JupyterHub pod 不再连接到 Postgres pod
JupyterHub pod no longer connects to Postgres pod
我有一个 kubernetes 集群,其中包含一个 jupyterhub pod 和一个 postgresql pod 作为其数据库。几个月来一切正常,直到最近发生共享存储 运行 已满的事件;由此产生的文件系统警告迫使连接的 linux 台机器(包括此集群节点)进入只读状态。现在,这个问题以及迄今为止由此产生的所有其他问题都可以得到解决;节点和 pods 似乎都启动正常,但 jupyterhub pod 单独遇到 CrashLoopBackoff,因为由于某种原因它无法再连接到数据库 service/pod.
这是我目前收集到的相关 pods 的日志。出于显而易见的原因,我已经编辑了用户名和密码,但我已经检查它们是否在 pods 之间对齐。

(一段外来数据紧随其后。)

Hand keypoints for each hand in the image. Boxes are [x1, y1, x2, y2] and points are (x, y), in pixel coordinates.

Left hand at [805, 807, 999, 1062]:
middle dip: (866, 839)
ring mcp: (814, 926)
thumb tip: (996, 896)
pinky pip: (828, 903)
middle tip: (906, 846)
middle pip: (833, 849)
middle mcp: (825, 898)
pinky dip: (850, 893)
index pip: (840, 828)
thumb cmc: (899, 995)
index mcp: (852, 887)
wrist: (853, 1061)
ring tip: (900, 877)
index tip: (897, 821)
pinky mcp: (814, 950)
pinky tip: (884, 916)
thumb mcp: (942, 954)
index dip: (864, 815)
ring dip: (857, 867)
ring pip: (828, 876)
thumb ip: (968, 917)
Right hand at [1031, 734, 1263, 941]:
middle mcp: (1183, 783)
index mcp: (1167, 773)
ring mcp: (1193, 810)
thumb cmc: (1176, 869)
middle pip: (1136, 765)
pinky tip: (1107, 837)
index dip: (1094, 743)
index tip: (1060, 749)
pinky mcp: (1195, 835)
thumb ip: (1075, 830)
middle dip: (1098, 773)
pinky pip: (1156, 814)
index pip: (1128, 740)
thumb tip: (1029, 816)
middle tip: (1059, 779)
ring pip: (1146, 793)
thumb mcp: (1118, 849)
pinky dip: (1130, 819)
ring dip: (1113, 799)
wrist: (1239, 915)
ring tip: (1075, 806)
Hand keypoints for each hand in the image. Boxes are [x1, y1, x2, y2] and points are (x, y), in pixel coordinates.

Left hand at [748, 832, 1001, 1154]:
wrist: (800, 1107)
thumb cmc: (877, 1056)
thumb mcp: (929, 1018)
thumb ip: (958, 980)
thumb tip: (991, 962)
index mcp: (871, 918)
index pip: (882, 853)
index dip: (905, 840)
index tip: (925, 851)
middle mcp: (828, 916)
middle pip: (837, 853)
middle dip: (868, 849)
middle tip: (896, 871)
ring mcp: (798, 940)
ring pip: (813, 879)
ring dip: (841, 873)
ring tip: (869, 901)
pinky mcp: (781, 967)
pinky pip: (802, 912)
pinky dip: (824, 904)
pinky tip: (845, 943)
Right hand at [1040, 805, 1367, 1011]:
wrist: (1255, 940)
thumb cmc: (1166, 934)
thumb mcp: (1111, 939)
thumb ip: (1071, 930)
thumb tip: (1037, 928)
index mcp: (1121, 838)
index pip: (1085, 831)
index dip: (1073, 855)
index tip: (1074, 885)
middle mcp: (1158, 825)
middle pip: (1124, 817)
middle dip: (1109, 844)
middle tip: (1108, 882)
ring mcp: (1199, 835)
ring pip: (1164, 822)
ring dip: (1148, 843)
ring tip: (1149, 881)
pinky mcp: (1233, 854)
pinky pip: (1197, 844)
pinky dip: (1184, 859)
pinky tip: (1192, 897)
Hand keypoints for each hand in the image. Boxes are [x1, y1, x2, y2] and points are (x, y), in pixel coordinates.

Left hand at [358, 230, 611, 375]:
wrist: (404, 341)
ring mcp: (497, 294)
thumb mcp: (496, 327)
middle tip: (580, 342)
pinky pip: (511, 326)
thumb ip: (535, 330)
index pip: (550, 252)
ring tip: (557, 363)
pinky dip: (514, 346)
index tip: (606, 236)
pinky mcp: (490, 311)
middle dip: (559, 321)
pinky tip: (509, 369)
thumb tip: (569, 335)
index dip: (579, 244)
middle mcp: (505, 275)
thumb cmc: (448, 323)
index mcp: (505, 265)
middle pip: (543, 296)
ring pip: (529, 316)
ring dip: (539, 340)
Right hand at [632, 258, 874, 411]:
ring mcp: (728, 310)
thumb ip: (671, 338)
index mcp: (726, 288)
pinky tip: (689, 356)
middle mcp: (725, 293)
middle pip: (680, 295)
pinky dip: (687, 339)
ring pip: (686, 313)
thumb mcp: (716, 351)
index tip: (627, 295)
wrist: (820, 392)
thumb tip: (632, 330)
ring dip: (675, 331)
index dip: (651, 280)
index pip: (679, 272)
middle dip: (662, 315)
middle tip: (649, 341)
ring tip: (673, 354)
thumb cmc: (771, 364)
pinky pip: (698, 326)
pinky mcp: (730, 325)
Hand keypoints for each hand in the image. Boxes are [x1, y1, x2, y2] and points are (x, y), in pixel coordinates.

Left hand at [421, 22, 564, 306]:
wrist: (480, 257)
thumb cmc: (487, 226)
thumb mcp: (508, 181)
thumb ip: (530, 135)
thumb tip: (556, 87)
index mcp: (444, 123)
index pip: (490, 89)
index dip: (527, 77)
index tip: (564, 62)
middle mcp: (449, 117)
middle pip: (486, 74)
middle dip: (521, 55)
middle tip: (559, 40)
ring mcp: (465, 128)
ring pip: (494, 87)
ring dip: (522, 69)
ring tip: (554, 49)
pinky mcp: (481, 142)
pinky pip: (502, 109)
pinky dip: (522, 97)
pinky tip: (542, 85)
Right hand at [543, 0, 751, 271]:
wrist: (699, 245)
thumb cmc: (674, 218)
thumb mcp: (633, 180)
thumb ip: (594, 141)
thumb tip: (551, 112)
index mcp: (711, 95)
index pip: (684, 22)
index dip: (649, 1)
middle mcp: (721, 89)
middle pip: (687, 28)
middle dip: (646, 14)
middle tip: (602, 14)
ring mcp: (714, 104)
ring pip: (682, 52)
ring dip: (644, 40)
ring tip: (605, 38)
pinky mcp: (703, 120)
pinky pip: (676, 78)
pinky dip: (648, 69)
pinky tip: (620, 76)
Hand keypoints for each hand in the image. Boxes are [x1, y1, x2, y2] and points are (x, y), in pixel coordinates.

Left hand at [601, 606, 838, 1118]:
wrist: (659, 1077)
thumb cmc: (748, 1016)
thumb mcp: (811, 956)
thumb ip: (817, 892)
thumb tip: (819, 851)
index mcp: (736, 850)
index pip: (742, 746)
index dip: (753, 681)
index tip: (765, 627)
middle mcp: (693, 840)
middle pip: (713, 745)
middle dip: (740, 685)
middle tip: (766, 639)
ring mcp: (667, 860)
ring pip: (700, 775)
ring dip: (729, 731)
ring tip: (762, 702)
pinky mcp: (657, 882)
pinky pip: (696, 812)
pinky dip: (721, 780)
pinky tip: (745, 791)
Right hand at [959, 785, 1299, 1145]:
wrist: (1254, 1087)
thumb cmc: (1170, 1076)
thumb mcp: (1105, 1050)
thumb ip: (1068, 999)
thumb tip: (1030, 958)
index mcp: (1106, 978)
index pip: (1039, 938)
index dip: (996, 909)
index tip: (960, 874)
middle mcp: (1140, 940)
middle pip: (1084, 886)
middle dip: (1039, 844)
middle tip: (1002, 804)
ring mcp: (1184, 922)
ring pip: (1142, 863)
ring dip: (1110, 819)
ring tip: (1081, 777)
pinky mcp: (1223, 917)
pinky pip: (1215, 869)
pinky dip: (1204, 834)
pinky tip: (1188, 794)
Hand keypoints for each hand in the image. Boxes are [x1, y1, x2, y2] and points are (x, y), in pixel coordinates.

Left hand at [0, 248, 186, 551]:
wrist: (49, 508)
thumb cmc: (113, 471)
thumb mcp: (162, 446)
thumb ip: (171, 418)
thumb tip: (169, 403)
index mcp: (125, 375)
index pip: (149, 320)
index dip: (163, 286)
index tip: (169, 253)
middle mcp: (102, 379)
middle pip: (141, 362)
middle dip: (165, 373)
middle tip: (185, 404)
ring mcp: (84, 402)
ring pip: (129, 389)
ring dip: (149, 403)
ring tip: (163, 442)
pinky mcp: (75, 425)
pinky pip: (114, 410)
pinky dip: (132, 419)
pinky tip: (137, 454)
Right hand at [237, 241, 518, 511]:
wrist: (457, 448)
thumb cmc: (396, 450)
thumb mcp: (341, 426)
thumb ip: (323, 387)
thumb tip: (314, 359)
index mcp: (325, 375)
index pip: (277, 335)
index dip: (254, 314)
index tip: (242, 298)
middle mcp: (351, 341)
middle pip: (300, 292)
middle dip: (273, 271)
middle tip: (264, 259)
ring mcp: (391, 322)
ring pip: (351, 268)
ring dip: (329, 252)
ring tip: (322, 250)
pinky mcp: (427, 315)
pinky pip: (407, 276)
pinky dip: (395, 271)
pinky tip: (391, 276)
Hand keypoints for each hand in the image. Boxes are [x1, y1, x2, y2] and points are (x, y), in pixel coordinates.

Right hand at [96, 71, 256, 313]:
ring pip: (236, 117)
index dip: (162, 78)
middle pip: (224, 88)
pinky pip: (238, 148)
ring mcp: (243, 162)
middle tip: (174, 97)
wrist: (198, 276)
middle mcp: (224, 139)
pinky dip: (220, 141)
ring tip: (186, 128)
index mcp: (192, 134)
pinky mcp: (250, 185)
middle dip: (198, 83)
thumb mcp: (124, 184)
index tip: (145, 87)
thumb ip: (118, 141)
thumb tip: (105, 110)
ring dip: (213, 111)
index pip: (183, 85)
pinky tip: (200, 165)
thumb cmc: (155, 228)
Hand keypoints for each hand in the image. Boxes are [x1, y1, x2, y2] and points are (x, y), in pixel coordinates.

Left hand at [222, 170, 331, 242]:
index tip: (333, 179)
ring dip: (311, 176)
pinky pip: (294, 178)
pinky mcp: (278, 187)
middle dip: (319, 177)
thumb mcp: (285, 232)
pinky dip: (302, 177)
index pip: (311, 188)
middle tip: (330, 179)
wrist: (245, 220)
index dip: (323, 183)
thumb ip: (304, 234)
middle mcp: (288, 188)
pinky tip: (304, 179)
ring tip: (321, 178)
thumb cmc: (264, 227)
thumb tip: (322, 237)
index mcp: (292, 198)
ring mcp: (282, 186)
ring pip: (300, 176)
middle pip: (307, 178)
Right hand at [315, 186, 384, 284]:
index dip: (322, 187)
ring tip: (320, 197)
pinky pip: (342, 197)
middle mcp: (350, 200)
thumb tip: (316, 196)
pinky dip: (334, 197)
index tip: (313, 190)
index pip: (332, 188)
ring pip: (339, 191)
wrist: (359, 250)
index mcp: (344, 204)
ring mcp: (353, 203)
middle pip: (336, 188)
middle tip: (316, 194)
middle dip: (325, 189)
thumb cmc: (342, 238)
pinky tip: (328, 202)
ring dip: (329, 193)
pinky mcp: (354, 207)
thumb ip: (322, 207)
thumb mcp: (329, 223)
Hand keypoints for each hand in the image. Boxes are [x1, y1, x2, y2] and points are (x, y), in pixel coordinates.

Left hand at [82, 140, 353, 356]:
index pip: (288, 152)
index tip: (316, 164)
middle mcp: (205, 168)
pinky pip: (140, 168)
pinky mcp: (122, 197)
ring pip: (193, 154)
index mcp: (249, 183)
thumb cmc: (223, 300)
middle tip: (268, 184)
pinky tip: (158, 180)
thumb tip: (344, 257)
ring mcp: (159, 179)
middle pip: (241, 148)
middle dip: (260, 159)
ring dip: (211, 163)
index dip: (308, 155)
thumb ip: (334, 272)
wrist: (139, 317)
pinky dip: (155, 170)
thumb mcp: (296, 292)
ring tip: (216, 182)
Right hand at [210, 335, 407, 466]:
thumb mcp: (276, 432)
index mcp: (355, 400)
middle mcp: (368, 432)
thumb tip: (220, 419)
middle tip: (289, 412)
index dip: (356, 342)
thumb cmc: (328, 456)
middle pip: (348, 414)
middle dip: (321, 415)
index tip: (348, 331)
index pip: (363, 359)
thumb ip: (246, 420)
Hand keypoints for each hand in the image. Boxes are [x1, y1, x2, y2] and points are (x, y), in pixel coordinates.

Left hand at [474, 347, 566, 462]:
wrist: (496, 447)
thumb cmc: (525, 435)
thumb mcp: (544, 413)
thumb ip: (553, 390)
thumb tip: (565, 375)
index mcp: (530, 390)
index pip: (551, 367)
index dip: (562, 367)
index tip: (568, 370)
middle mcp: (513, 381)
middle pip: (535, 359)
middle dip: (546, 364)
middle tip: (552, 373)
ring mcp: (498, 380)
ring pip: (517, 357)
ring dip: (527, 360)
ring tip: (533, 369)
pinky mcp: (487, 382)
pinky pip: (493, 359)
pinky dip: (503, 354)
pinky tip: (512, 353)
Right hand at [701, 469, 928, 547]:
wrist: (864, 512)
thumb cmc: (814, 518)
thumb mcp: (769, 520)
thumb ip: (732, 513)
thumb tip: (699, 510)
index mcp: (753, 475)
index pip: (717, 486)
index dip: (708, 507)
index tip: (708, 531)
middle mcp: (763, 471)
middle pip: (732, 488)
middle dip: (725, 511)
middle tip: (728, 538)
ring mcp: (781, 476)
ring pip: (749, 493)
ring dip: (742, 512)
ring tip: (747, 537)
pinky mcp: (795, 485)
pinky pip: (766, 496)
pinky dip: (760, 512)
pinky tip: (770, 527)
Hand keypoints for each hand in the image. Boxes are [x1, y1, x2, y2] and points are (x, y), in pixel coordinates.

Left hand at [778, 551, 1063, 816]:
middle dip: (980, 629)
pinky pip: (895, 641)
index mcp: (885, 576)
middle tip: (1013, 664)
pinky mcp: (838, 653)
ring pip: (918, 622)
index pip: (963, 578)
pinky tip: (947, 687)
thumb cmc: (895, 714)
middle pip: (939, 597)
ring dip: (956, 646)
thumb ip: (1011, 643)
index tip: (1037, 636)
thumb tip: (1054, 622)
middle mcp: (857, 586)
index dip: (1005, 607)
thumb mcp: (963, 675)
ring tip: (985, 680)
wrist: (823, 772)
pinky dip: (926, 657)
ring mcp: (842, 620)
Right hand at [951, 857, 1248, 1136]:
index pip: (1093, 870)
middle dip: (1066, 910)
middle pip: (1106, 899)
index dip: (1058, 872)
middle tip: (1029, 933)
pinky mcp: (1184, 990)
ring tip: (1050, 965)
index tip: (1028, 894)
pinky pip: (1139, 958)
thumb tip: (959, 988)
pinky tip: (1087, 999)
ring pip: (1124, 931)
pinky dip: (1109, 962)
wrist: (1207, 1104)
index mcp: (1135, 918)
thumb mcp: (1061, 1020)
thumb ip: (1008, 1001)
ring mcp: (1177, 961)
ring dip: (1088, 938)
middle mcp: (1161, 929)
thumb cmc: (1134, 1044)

如前所述,我在事件发生前没有更改配置和系统 运行。
kubectl logs <jupyterhub> | tail
[I 2022-01-22 08:04:28.905 JupyterHub app:2349] Running JupyterHub version 1.3.0
[I 2022-01-22 08:04:28.906 JupyterHub app:2379] Using Authenticator: builtins.MyAuthenticator
[I 2022-01-22 08:04:28.906 JupyterHub app:2379] Using Spawner: builtins.MySpawner
[I 2022-01-22 08:04:28.906 JupyterHub app:2379] Using Proxy: jupyterhub.proxy.ConfigurableHTTPProxy-1.3.0
[I 2022-01-22 08:04:28.981 JupyterHub app:1465] Writing cookie_secret to /jhub/jupyterhub_cookie_secret
[E 2022-01-22 08:04:39.048 JupyterHub app:1597] Failed to connect to db: postgresql://[redacted]:[redacted]@postgres:1500
[C 2022-01-22 08:04:39.049 JupyterHub app:1601] If you recently upgraded JupyterHub, try running
jupyterhub upgrade-db
to upgrade your JupyterHub database schema
数据库本身似乎 运行 没问题。
kubectl logs <postgres> | tail
2022-01-19 13:47:50.245 UTC [1] LOG: starting PostgreSQL 14.1 (Debian 14.1-1.pgdg110+1) on x86_64-pc-linux-gnu, compiled by gcc (Debian 10.2.1-6) 10.2.1 20210110, 64-bit
2022-01-19 13:47:50.245 UTC [1] LOG: listening on IPv4 address "0.0.0.0", port 1500
2022-01-19 13:47:50.245 UTC [1] LOG: listening on IPv6 address "::", port 1500
2022-01-19 13:47:50.380 UTC [1] LOG: listening on Unix socket "/var/run/postgresql/.s.PGSQL.1500"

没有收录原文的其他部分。